OUTAGE: RESOLVED Salt Lake City VPS Outage

Discussion in 'Network and Server Status' started by Bryan, Apr 5, 2021.

  1. Bryan

    Bryan Administrator

    Messages:
    7,740
    Likes Received:
    1,883
    Unfortunately, there was a catastrophic issue at the Salt Lake City datacenter. Here is the latest update:

    Hello Everyone,
    Now that we have a better understanding of what happened we would like to give everyone an update.
    One of our old generators that have worked for years and was recently load tested had a mechanical failure and caught fire resulting in power being cut to our core routers and fire suppression system controlling the fire. Unfortunately, the fire department opted to cut power to the rest of the building as a precaution even though the power systems were independent. We are currently waiting for an emergency inspector to arrive to give the all-clear so we can bring most of the servers in Ogden back online. Some servers will have an extended outage as they may require rebuilds due to some water damage. Those builds have a high probability that data is intact.
    We would like to thank you for your patience and know that we are doing everything we can to get everyone back online.
     
  2. Joshua Johnson

    Joshua Johnson Premium VPS Client Hosting Client

    Messages:
    22
    Likes Received:
    7
    Location:
    lake charles, la
    :( hopefully be back online soon
     
    Last edited: Apr 5, 2021
    Bryan likes this.
  3. Fedora

    Fedora Premium Hosting Client VPS Client

    Messages:
    2,641
    Likes Received:
    3,014
    Oh my cat! :eek:
     
    Bryan likes this.
  4. Bryan

    Bryan Administrator

    Messages:
    7,740
    Likes Received:
    1,883
    Here is the latest update. Thank you @Konstantin

    As you may have noticed, over the weekend there was an incident at the WebNX Ogden Utah data center. Since then we have been assessing the situation and determining a course of action to best help our clients get back online and running. We are taking extreme caution in order to safeguard the integrity and security of our customers’ data while also expediting the process of getting online as soon as possible. Here at WebNX we value the relationship that we have with our customers and will be as transparent as possible throughout this entire process without delaying our primary goal of returning our customers to full working order.

    Here is a brief overview of the events as they transpired. Sunday afternoon the city power was disrupted and, as designed, our backup generators automatically switched on. However, during that transition, one of our backup generators that had been recently tested and benchmarked specifically for this situation experienced a catastrophic failure, caught fire, and as a result initiated the fire suppression protocol.

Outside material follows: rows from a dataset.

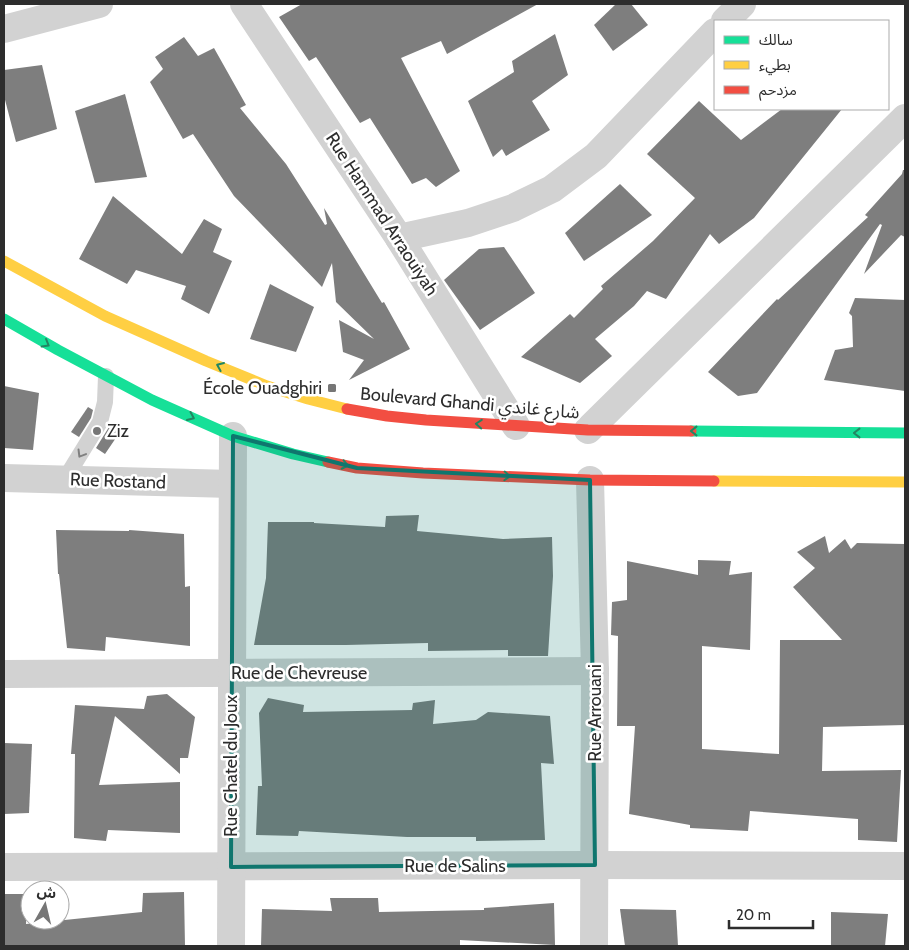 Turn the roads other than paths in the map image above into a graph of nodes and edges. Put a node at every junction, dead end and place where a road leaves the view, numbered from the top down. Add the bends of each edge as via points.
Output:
1 (99, 4) edge
2 (244, 4) edge
3 (742, 4) edge
4 (726, 20) edge
5 (4, 29) edge
6 (714, 33) edge
7 (905, 118) edge
8 (399, 238) junction
9 (4, 262) edge
10 (4, 319) edge
11 (106, 376) junction
12 (516, 426) junction
13 (588, 430) junction
14 (905, 433) edge
15 (232, 436) junction
16 (4, 478) edge
17 (65, 479) junction
18 (590, 480) junction
19 (905, 482) edge
20 (232, 484) junction
21 (595, 671) junction
22 (231, 673) junction
23 (4, 674) edge
24 (595, 866) junction
25 (905, 866) edge
26 (4, 867) edge
27 (231, 867) junction
28 (231, 946) edge
29 (594, 946) edge

1 - 5 street
2 - 8 street, Rue Hammad Arraouiyah
3 - 4 street
6 - 8 street via 596,156 552,189 513,208 468,223
7 - 13 street
8 - 12 street, Rue Hammad Arraouiyah
12 -> 9 main road, Boulevard Ghandi شارع غاندي via 387,416 350,410 266,386 105,316
10 -> 11 main road
11 -> 15 main road
11 -> 17 lane via 100,422
12 - 13 main road, Boulevard Ghandi شارع غاندي
14 -> 13 main road, Boulevard Ghandi شارع غاندي
15 -> 18 main road via 357,468
15 - 20 street, Rue Chatel du Joux
16 - 17 street, Rue Rostand
17 - 20 street, Rue Rostand
18 - 19 main road
18 - 21 street, Rue Arrouani
20 - 22 street, Rue Chatel du Joux
21 - 22 street, Rue de Chevreuse
21 - 24 street, Rue Arrouani
22 - 23 street, Rue de Chevreuse
22 - 27 street, Rue Chatel du Joux
24 - 25 street, Rue de Salins
24 - 27 street, Rue de Salins
24 - 29 street, Rue Arrouani
26 - 27 street, Rue de Salins
27 - 28 street, Rue Chatel du Joux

    The WebNX data center in Ogden Utah experienced some damage. Customer’s servers in one of our main bays were exposed to water and possible damage may have occurred. No fire damage was inflicted on customer servers. The majority of hardware in the entirety of our data center was spared, but there are machines that need to be inspected for water damage, and possibly rebuilt. As of now, we are working to restore power, network, and unaffected hardware back up online within the next day or two.

    We thank you for your continued support and understanding. We try and plan for worst-case scenarios and hope for the best in all that we do. We ask that you please submit only one support ticket and refrain from opening multiple support requests at this time until the bulk of the situation is resolved. Please understand that we are working feverishly to resolve this as fast as possible.

    As for the issue of compensation for downtime, we would advise you to review the Service Level Agreement, which can be found at https://webnx.com/sla/. Any issues/credits will be reviewed next week once the dust has settled. Thank you once again. Please stay tuned to our Facebook page for regular updates.
    The WebNX team

    Source: Facebook
     
    Konstantin likes this.
  5. Bryan

    Bryan Administrator

    Messages:
    7,740
    Likes Received:
    1,883
    Another update:

    All our servers were in the splash zone (like Shamu at Sea World), were potentially affected by the fire prevention system, and unfortunately are not being brought up yet. The datacenter is going to need to go through every single server individually, boot them up, burn them in to make sure everything is running properly and go from there. If the server hardware is not running properly, the datacenter will attempt to insert the drives in new server equipment and boot from there.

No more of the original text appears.